WORK ITEM - Once you have read the listing, retype all of it exactly.

DATA TO EXAMINE -

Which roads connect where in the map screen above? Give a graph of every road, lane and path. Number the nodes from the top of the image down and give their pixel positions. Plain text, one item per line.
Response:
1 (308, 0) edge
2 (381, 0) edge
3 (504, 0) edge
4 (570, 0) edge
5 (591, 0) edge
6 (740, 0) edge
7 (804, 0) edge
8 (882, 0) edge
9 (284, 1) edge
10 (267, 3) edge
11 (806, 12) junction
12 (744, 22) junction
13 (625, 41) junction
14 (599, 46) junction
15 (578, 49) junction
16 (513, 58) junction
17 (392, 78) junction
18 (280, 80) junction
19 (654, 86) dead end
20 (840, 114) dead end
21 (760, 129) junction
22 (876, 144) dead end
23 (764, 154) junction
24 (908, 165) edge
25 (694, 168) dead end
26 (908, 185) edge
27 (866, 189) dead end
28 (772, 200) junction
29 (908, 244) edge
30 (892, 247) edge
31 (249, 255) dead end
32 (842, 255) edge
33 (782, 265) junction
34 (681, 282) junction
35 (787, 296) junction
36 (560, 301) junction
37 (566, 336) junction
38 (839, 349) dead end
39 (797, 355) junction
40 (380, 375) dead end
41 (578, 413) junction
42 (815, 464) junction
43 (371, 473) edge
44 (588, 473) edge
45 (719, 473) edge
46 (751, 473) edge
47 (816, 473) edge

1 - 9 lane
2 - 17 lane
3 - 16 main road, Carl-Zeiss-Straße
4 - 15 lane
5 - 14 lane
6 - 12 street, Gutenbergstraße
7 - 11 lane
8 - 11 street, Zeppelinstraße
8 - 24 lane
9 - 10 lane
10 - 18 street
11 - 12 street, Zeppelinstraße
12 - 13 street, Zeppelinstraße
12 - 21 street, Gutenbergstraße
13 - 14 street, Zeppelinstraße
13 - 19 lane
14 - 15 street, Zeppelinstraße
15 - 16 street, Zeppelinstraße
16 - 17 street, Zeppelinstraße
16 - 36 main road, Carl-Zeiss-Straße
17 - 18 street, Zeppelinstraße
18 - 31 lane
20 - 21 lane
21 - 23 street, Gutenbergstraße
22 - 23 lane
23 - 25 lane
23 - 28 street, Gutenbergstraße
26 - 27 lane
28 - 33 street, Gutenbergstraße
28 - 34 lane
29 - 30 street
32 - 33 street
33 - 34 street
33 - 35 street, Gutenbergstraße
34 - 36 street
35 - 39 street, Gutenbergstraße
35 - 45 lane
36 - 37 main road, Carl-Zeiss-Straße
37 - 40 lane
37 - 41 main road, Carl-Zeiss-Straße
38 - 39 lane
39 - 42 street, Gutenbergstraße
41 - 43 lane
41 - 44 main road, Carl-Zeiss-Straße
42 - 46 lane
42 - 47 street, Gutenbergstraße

RESPONSE TO THIS EXERCISE -
Which roads connect where in the map screen above? Give a graph of every road, lane and path. Number the nodes from the top of the image down and give their pixel positions. Plain text, one item per line.
Response:
1 (308, 0) edge
2 (381, 0) edge
3 (504, 0) edge
4 (570, 0) edge
5 (591, 0) edge
6 (740, 0) edge
7 (804, 0) edge
8 (882, 0) edge
9 (284, 1) edge
10 (267, 3) edge
11 (806, 12) junction
12 (744, 22) junction
13 (625, 41) junction
14 (599, 46) junction
15 (578, 49) junction
16 (513, 58) junction
17 (392, 78) junction
18 (280, 80) junction
19 (654, 86) dead end
20 (840, 114) dead end
21 (760, 129) junction
22 (876, 144) dead end
23 (764, 154) junction
24 (908, 165) edge
25 (694, 168) dead end
26 (908, 185) edge
27 (866, 189) dead end
28 (772, 200) junction
29 (908, 244) edge
30 (892, 247) edge
31 (249, 255) dead end
32 (842, 255) edge
33 (782, 265) junction
34 (681, 282) junction
35 (787, 296) junction
36 (560, 301) junction
37 (566, 336) junction
38 (839, 349) dead end
39 (797, 355) junction
40 (380, 375) dead end
41 (578, 413) junction
42 (815, 464) junction
43 (371, 473) edge
44 (588, 473) edge
45 (719, 473) edge
46 (751, 473) edge
47 (816, 473) edge

1 - 9 lane
2 - 17 lane
3 - 16 main road, Carl-Zeiss-Straße
4 - 15 lane
5 - 14 lane
6 - 12 street, Gutenbergstraße
7 - 11 lane
8 - 11 street, Zeppelinstraße
8 - 24 lane
9 - 10 lane
10 - 18 street
11 - 12 street, Zeppelinstraße
12 - 13 street, Zeppelinstraße
12 - 21 street, Gutenbergstraße
13 - 14 street, Zeppelinstraße
13 - 19 lane
14 - 15 street, Zeppelinstraße
15 - 16 street, Zeppelinstraße
16 - 17 street, Zeppelinstraße
16 - 36 main road, Carl-Zeiss-Straße
17 - 18 street, Zeppelinstraße
18 - 31 lane
20 - 21 lane
21 - 23 street, Gutenbergstraße
22 - 23 lane
23 - 25 lane
23 - 28 street, Gutenbergstraße
26 - 27 lane
28 - 33 street, Gutenbergstraße
28 - 34 lane
29 - 30 street
32 - 33 street
33 - 34 street
33 - 35 street, Gutenbergstraße
34 - 36 street
35 - 39 street, Gutenbergstraße
35 - 45 lane
36 - 37 main road, Carl-Zeiss-Straße
37 - 40 lane
37 - 41 main road, Carl-Zeiss-Straße
38 - 39 lane
39 - 42 street, Gutenbergstraße
41 - 43 lane
41 - 44 main road, Carl-Zeiss-Straße
42 - 46 lane
42 - 47 street, Gutenbergstraße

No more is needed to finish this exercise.